In 2023, the average age of a LEGO buyer was 43. Build-a-Bear reported adults without children as one of its fastest-growing segments. Funko Pop collectibles generated over $1 billion annually, predominantly from adults.

The phenomenon is called kidulting, and the market is large enough that it is now studied as a primary consumer trend.

What Is Driving It

Adults who grew up in the 1980s and 1990s are now in their 30s and 40s with disposable income and strong emotional connections to their childhood media and products. Nostalgia produces genuine positive emotion and lowers consumer resistance. The experience of revisiting a childhood product is associated with comfort, identity, and uncomplicated pleasure. In a high-stress adult environment, that experience commands a premium.

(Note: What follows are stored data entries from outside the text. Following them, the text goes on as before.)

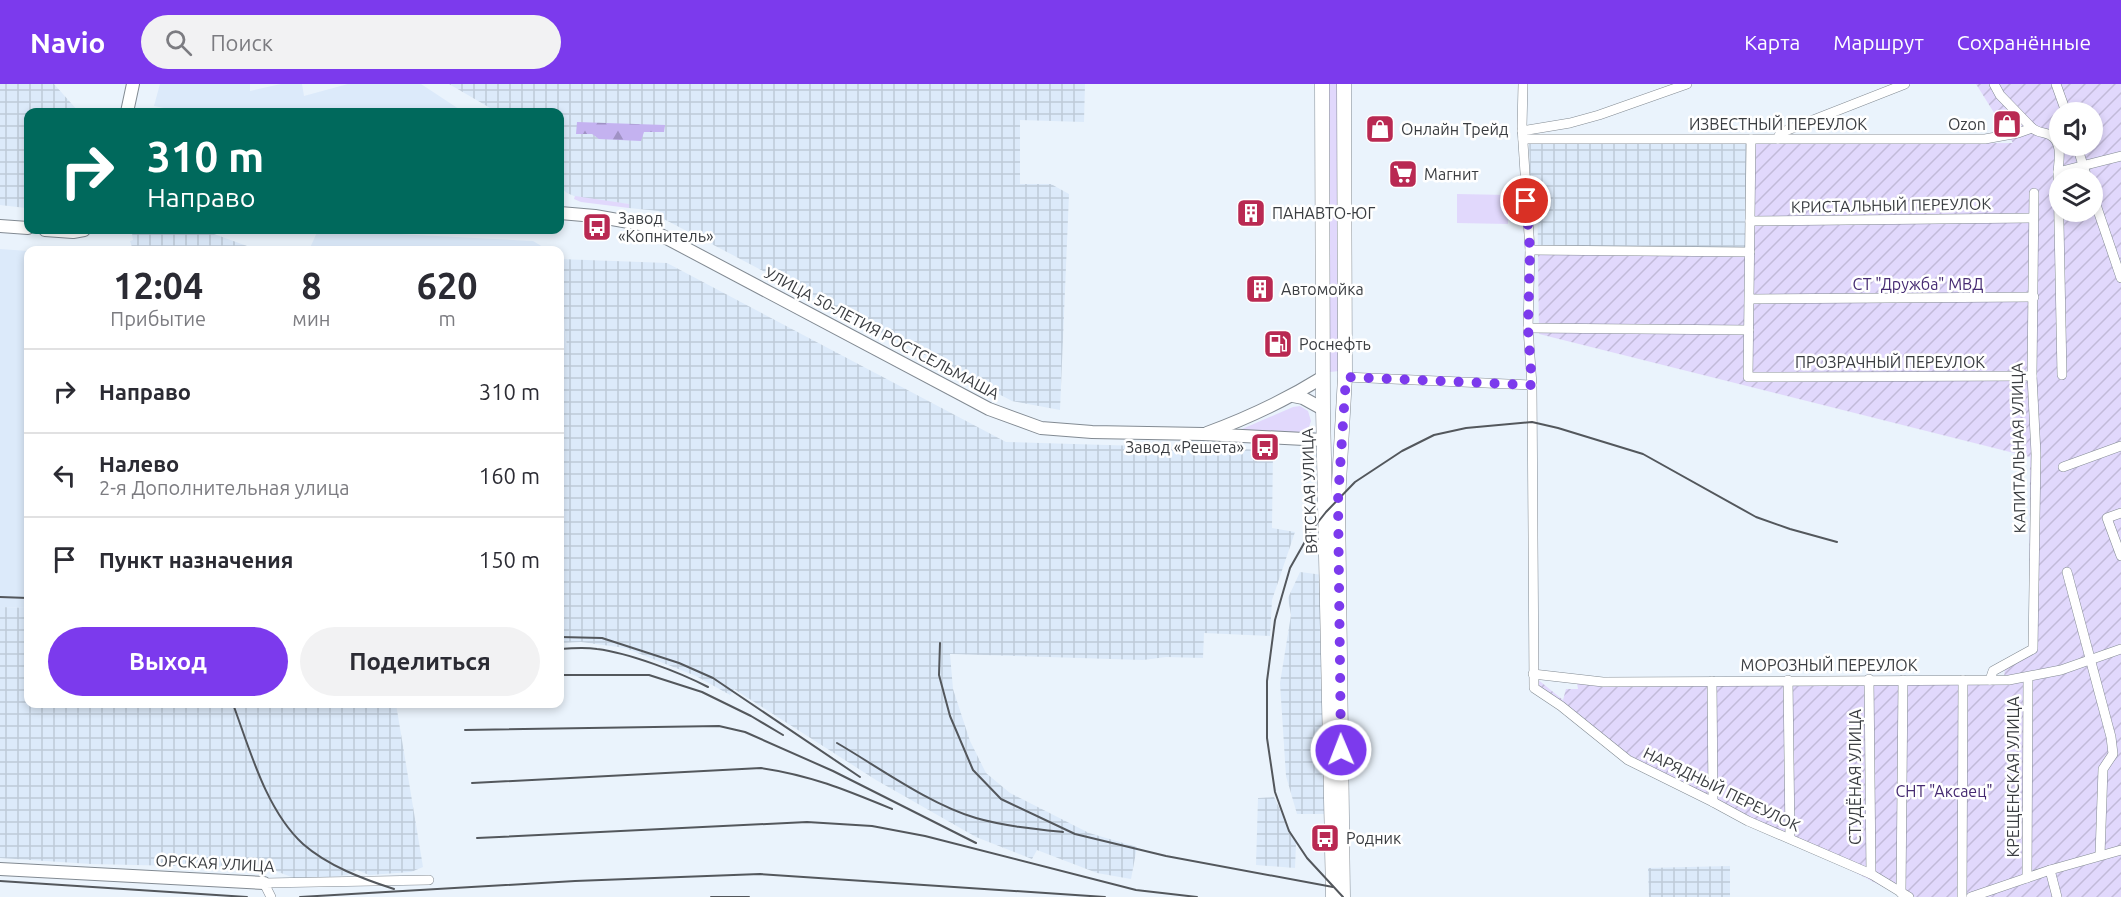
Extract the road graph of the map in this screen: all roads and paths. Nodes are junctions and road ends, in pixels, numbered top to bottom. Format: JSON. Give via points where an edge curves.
{"nodes":[{"id":1,"x":133,"y":84,"type":"edge"},
{"id":2,"x":1323,"y":84,"type":"edge"},
{"id":3,"x":1344,"y":84,"type":"edge"},
{"id":4,"x":1523,"y":84,"type":"edge"},
{"id":5,"x":1687,"y":84,"type":"edge"},
{"id":6,"x":1905,"y":84,"type":"edge"},
{"id":7,"x":1994,"y":84,"type":"edge"},
{"id":8,"x":2056,"y":84,"type":"edge"},
{"id":9,"x":2062,"y":102,"type":"edge"},
{"id":10,"x":128,"y":108,"type":"edge"},
{"id":11,"x":2032,"y":128,"type":"junction"},
{"id":12,"x":1522,"y":135,"type":"junction"},
{"id":13,"x":1751,"y":139,"type":"junction"},
{"id":14,"x":1778,"y":139,"type":"junction"},
{"id":15,"x":2080,"y":156,"type":"edge"},
{"id":16,"x":2121,"y":156,"type":"edge"},
{"id":17,"x":2083,"y":165,"type":"junction"},
{"id":18,"x":2058,"y":168,"type":"edge"},
{"id":19,"x":2072,"y":168,"type":"edge"},
{"id":20,"x":2084,"y":168,"type":"edge"},
{"id":21,"x":2034,"y":193,"type":"dead end"},
{"id":22,"x":564,"y":213,"type":"edge"},
{"id":23,"x":2032,"y":218,"type":"junction"},
{"id":24,"x":1750,"y":221,"type":"junction"},
{"id":25,"x":2059,"y":222,"type":"edge"},
{"id":26,"x":2102,"y":222,"type":"edge"},
{"id":27,"x":0,"y":226,"type":"edge"},
{"id":28,"x":24,"y":228,"type":"edge"},
{"id":29,"x":1530,"y":250,"type":"junction"},
{"id":30,"x":1750,"y":252,"type":"junction"},
{"id":31,"x":2121,"y":278,"type":"edge"},
{"id":32,"x":2034,"y":297,"type":"junction"},
{"id":33,"x":1750,"y":299,"type":"junction"},
{"id":34,"x":1528,"y":328,"type":"junction"},
{"id":35,"x":1749,"y":330,"type":"junction"},
{"id":36,"x":2062,"y":375,"type":"dead end"},
{"id":37,"x":2032,"y":376,"type":"junction"},
{"id":38,"x":1323,"y":377,"type":"junction"},
{"id":39,"x":1346,"y":377,"type":"junction"},
{"id":40,"x":1532,"y":385,"type":"junction"},
{"id":41,"x":1293,"y":396,"type":"junction"},
{"id":42,"x":1323,"y":409,"type":"junction"},
{"id":43,"x":1343,"y":423,"type":"junction"},
{"id":44,"x":1203,"y":434,"type":"junction"},
{"id":45,"x":1324,"y":440,"type":"junction"},
{"id":46,"x":1342,"y":442,"type":"junction"},
{"id":47,"x":2121,"y":446,"type":"edge"},
{"id":48,"x":2063,"y":467,"type":"dead end"},
{"id":49,"x":2121,"y":513,"type":"edge"},
{"id":50,"x":2121,"y":556,"type":"edge"},
{"id":51,"x":2067,"y":572,"type":"dead end"},
{"id":52,"x":2121,"y":649,"type":"edge"},
{"id":53,"x":2090,"y":660,"type":"junction"},
{"id":54,"x":1533,"y":674,"type":"junction"},
{"id":55,"x":2028,"y":677,"type":"junction"},
{"id":56,"x":1788,"y":680,"type":"junction"},
{"id":57,"x":1869,"y":680,"type":"junction"},
{"id":58,"x":1903,"y":680,"type":"junction"},
{"id":59,"x":1963,"y":680,"type":"junction"},
{"id":60,"x":1990,"y":680,"type":"junction"},
{"id":61,"x":1712,"y":681,"type":"junction"},
{"id":62,"x":1713,"y":802,"type":"junction"},
{"id":63,"x":1790,"y":838,"type":"junction"},
{"id":64,"x":2121,"y":850,"type":"edge"},
{"id":65,"x":2100,"y":855,"type":"junction"},
{"id":66,"x":0,"y":869,"type":"edge"},
{"id":67,"x":2050,"y":870,"type":"junction"},
{"id":68,"x":1870,"y":874,"type":"junction"},
{"id":69,"x":2027,"y":878,"type":"junction"},
{"id":70,"x":429,"y":880,"type":"dead end"},
{"id":71,"x":264,"y":883,"type":"junction"},
{"id":72,"x":1905,"y":895,"type":"edge"},
{"id":73,"x":271,"y":897,"type":"edge"},
{"id":74,"x":1334,"y":897,"type":"edge"},
{"id":75,"x":1343,"y":897,"type":"edge"},
{"id":76,"x":1962,"y":897,"type":"edge"},
{"id":77,"x":1971,"y":897,"type":"edge"},
{"id":78,"x":2057,"y":897,"type":"edge"}],
"edges":[{"from":1,"to":10,"type":"main road"},
{"from":2,"to":38,"type":"main road","name":"ВЯТСКАЯ УЛИЦА"},
{"from":3,"to":39,"type":"main road","name":"ВЯТСКАЯ УЛИЦА"},
{"from":4,"to":12,"type":"street"},
{"from":5,"to":12,"type":"street","via":[[1599,115]]},
{"from":6,"to":14,"type":"street","via":[[1780,133]]},
{"from":7,"to":11,"type":"street"},
{"from":8,"to":9,"type":"street"},
{"from":11,"to":14,"type":"street","name":"ИЗВЕСТНЫЙ ПЕРЕУЛОК","via":[[1985,139]]},
{"from":11,"to":18,"type":"street","via":[[2056,140]]},
{"from":12,"to":13,"type":"street","name":"ИЗВЕСТНЫЙ ПЕРЕУЛОК"},
{"from":12,"to":29,"type":"street"},
{"from":13,"to":14,"type":"street","name":"ИЗВЕСТНЫЙ ПЕРЕУЛОК"},
{"from":13,"to":24,"type":"street"},
{"from":15,"to":17,"type":"street"},
{"from":16,"to":17,"type":"street"},
{"from":17,"to":19,"type":"street"},
{"from":17,"to":20,"type":"street"},
{"from":21,"to":23,"type":"street","name":"КАПИТАЛЬНАЯ УЛИЦА"},
{"from":22,"to":44,"type":"main road","name":"УЛИЦА 50-ЛЕТИЯ РОСТСЕЛЬМАША","via":[[640,224],[989,409],[1025,423],[1092,432]]},
{"from":23,"to":24,"type":"street","name":"КРИСТАЛЬНЫЙ ПЕРЕУЛОК"},
{"from":23,"to":32,"type":"street","name":"КАПИТАЛЬНАЯ УЛИЦА"},
{"from":24,"to":30,"type":"street"},
{"from":25,"to":36,"type":"street"},
{"from":26,"to":31,"type":"street"},
{"from":27,"to":28,"type":"main road"},
{"from":29,"to":30,"type":"street"},
{"from":29,"to":34,"type":"street"},
{"from":30,"to":33,"type":"street"},
{"from":32,"to":33,"type":"street"},
{"from":32,"to":37,"type":"street","name":"КАПИТАЛЬНАЯ УЛИЦА"},
{"from":33,"to":35,"type":"street"},
{"from":34,"to":35,"type":"street"},
{"from":34,"to":40,"type":"street"},
{"from":35,"to":37,"type":"street","name":"ПРОЗРАЧНЫЙ ПЕРЕУЛОК","via":[[1748,377]]},
{"from":37,"to":60,"type":"street","name":"КАПИТАЛЬНАЯ УЛИЦА","via":[[2036,454],[2033,650],[1994,671]]},
{"from":38,"to":39,"type":"main road"},
{"from":38,"to":41,"type":"main road"},
{"from":38,"to":42,"type":"main road","name":"ВЯТСКАЯ УЛИЦА"},
{"from":39,"to":40,"type":"street"},
{"from":39,"to":43,"type":"main road","name":"ВЯТСКАЯ УЛИЦА"},
{"from":40,"to":54,"type":"street"},
{"from":41,"to":42,"type":"main road"},
{"from":41,"to":44,"type":"main road"},
{"from":42,"to":43,"type":"main road"},
{"from":42,"to":45,"type":"main road","name":"ВЯТСКАЯ УЛИЦА"},
{"from":43,"to":46,"type":"main road","name":"ВЯТСКАЯ УЛИЦА"},
{"from":44,"to":45,"type":"main road","name":"УЛИЦА 50-ЛЕТИЯ РОСТСЕЛЬМАША"},
{"from":45,"to":46,"type":"main road"},
{"from":45,"to":74,"type":"main road","name":"ВЯТСКАЯ УЛИЦА"},
{"from":46,"to":75,"type":"main road","name":"ВЯТСКАЯ УЛИЦА","via":[[1338,500]]},
{"from":47,"to":48,"type":"street"},
{"from":49,"to":50,"type":"street","via":[[2107,518]]},
{"from":51,"to":53,"type":"street"},
{"from":52,"to":53,"type":"street","name":"МОРОЗНЫЙ ПЕРЕУЛОК"},
{"from":53,"to":55,"type":"street","name":"МОРОЗНЫЙ ПЕРЕУЛОК"},
{"from":53,"to":65,"type":"street","via":[[2113,754],[2103,769]]},
{"from":54,"to":61,"type":"street","name":"МОРОЗНЫЙ ПЕРЕУЛОК","via":[[1603,682]]},
{"from":54,"to":62,"type":"street","name":"НАРЯДНЫЙ ПЕРЕУЛОК","via":[[1534,688],[1628,760]]},
{"from":55,"to":60,"type":"street","name":"МОРОЗНЫЙ ПЕРЕУЛОК"},
{"from":55,"to":69,"type":"street","name":"КРЕЩЕНСКАЯ УЛИЦА"},
{"from":56,"to":57,"type":"street","name":"МОРОЗНЫЙ ПЕРЕУЛОК"},
{"from":56,"to":61,"type":"street","name":"МОРОЗНЫЙ ПЕРЕУЛОК"},
{"from":56,"to":63,"type":"street"},
{"from":57,"to":58,"type":"street","name":"МОРОЗНЫЙ ПЕРЕУЛОК"},
{"from":57,"to":68,"type":"street","name":"СТУДЁНАЯ УЛИЦА"},
{"from":58,"to":59,"type":"street","name":"МОРОЗНЫЙ ПЕРЕУЛОК"},
{"from":58,"to":72,"type":"street"},
{"from":59,"to":60,"type":"street","name":"МОРОЗНЫЙ ПЕРЕУЛОК"},
{"from":59,"to":76,"type":"street"},
{"from":61,"to":62,"type":"street"},
{"from":62,"to":63,"type":"street","name":"НАРЯДНЫЙ ПЕРЕУЛОК"},
{"from":63,"to":68,"type":"street","name":"НАРЯДНЫЙ ПЕРЕУЛОК"},
{"from":64,"to":65,"type":"street"},
{"from":65,"to":67,"type":"street"},
{"from":66,"to":71,"type":"main road","name":"ОРСКАЯ УЛИЦА"},
{"from":67,"to":69,"type":"street"},
{"from":67,"to":78,"type":"street"},
{"from":68,"to":72,"type":"street","name":"НАРЯДНЫЙ ПЕРЕУЛОК"},
{"from":69,"to":77,"type":"street"},
{"from":70,"to":71,"type":"street","name":"ОРСКАЯ УЛИЦА"},
{"from":71,"to":73,"type":"street"}]}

The Marketing Implications

For brands with heritage — products or characters from current adults' childhoods — the opportunity is direct. LEGO's adult-tier sets with thousands of pieces and premium pricing directly serve the 43-year-old buyer.

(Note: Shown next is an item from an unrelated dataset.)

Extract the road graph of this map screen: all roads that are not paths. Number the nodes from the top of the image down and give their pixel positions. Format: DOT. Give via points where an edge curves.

For brands without heritage, the opportunity is in aesthetic and cultural reference. Products that reference the design language of specific childhood eras trigger the nostalgia response without requiring the original product.

The Segmentation Logic

Nostalgia marketing is multiple markets segmented by generation. The 1980s nostalgia market (Gen X) differs from the 1990s market (Millennials). Each has different reference points and different price tolerance. Brands that execute this effectively pursue specific, accurate, era-specific references rather than generic "nostalgia" aesthetics.

The Bottom Line

Kidulting represents a durable commercial trend. The combination of disposable income, strong emotional associations, and psychological nostalgia mechanisms makes the adult consumer of childhood-adjacent products a reliable and growing segment. Brands positioned accurately in this market are selling identity and emotional comfort — at the right price point, a compelling offer.